A redução desse valor poderia vir de um melhor manejo de pastagens, da apuração genética, da redução da idade ao primeiro parto (hoje, são 1008 vacas em lactação e 3.500 animais no total) e também, eventualmente, do melhor conforto para bezerras, novilhas e vacas em lactação. O descarte ainda é elevado: 25-30% ao ano, fruto da necessidade de melhoria da genética, sendo esse atualmente um dos custos que estão acima do que se poderia obter em uma situação de estabilidade. O objetivo é que a produção média anual em toda a propriedade seja de 18 kg/dia, um aumento de 10-15% sobre o valor atual.
No quesito conforto, a fazenda lida com um dilema: animais que não toleram as condições naturais da região e o manejo adotado não servem para o rebanho. Porém, fica a dúvida: será que com essa seleção rígida não são perdidos animais de melhor qualidade que, com um pouco mais de conforto, seriam altamente rentáveis para a atividade? É uma questão interessante, típica de quem está na fronteira do pioneirismo, em uma região sem tradição na atividade. Certamente irão descobrir.
Aumentando a produção por área e por vaca, a fazenda acredita ser possível atingir R$ 0,43/litro de custo operacional, o que daria um resultado operacional de R$ 50.000 a cada 16 dias em cada pivô. Números que permitem alta remuneração do capital investido e atração de bons profissionais para a atividade.

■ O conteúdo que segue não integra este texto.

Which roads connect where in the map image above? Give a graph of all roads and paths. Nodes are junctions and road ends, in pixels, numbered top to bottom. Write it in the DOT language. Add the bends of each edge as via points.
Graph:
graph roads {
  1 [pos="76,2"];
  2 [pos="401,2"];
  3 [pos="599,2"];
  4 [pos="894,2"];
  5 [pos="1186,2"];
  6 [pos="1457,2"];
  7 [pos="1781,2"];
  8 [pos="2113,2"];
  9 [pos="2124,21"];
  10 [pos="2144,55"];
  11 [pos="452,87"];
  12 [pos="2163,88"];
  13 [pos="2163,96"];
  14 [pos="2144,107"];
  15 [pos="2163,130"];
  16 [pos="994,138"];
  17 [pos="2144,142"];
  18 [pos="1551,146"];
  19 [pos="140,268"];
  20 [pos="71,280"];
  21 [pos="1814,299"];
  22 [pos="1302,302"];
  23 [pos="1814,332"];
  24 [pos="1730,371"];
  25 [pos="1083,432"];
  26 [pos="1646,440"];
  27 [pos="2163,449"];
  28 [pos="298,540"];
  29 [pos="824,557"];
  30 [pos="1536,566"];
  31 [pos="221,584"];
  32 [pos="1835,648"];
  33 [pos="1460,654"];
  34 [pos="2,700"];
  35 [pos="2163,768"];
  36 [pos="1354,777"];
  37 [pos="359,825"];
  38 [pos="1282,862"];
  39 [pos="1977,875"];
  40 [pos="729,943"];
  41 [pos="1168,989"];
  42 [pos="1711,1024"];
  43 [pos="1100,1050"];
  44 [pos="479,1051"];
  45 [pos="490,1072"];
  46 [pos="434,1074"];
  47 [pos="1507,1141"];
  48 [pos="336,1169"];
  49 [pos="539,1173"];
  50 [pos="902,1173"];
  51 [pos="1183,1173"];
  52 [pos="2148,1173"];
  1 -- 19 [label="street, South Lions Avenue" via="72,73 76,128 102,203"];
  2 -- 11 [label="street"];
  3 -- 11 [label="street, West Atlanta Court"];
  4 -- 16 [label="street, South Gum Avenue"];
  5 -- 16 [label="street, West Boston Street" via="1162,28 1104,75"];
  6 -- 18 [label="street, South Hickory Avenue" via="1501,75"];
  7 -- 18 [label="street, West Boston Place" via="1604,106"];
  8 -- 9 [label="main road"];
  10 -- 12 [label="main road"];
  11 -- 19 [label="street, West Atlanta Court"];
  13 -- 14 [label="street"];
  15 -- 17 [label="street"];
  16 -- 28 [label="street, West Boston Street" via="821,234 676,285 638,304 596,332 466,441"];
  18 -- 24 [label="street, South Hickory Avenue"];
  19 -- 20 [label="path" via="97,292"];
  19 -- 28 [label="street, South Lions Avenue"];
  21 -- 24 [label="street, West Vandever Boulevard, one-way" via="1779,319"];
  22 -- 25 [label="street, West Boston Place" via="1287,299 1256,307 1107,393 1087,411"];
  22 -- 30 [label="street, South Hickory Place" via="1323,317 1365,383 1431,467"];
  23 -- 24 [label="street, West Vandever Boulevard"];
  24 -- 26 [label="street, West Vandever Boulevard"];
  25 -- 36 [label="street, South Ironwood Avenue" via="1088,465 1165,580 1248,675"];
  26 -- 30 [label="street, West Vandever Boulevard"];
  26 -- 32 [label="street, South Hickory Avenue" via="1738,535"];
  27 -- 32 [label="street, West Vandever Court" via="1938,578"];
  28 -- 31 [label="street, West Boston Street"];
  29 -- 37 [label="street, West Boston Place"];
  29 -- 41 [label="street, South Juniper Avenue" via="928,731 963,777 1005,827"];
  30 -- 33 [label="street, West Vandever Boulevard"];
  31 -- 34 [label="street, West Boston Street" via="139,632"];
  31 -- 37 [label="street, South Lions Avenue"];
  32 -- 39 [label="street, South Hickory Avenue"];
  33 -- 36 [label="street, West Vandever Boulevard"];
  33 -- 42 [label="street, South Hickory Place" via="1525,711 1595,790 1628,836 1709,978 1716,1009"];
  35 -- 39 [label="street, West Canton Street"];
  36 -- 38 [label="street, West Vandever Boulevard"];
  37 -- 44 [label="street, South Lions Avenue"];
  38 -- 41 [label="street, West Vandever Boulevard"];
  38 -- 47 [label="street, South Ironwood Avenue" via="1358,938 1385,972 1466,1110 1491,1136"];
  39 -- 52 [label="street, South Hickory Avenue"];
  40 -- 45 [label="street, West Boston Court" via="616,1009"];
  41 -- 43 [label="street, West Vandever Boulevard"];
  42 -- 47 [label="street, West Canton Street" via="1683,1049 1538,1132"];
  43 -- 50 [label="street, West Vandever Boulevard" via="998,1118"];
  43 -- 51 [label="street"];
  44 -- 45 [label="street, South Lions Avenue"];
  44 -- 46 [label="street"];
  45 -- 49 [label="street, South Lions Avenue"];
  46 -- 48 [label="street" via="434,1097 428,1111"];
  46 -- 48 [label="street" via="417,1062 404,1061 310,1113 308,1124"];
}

Saiba mais sobre a Fazenda Flor da Serra participando do Interleite Brasil 2012. Sua palestra será no dia 13 de setembro, as 14 horas. Em um momento de preços patinando e custos em elevação, conhecer novas possibilidades de produção e de concepção do negócio podem representar um divisor de águas. Além disso, é sempre bom ver um exemplo de inovação e empreendedorismo no setor!

Fonte: Equipe MilkPoint.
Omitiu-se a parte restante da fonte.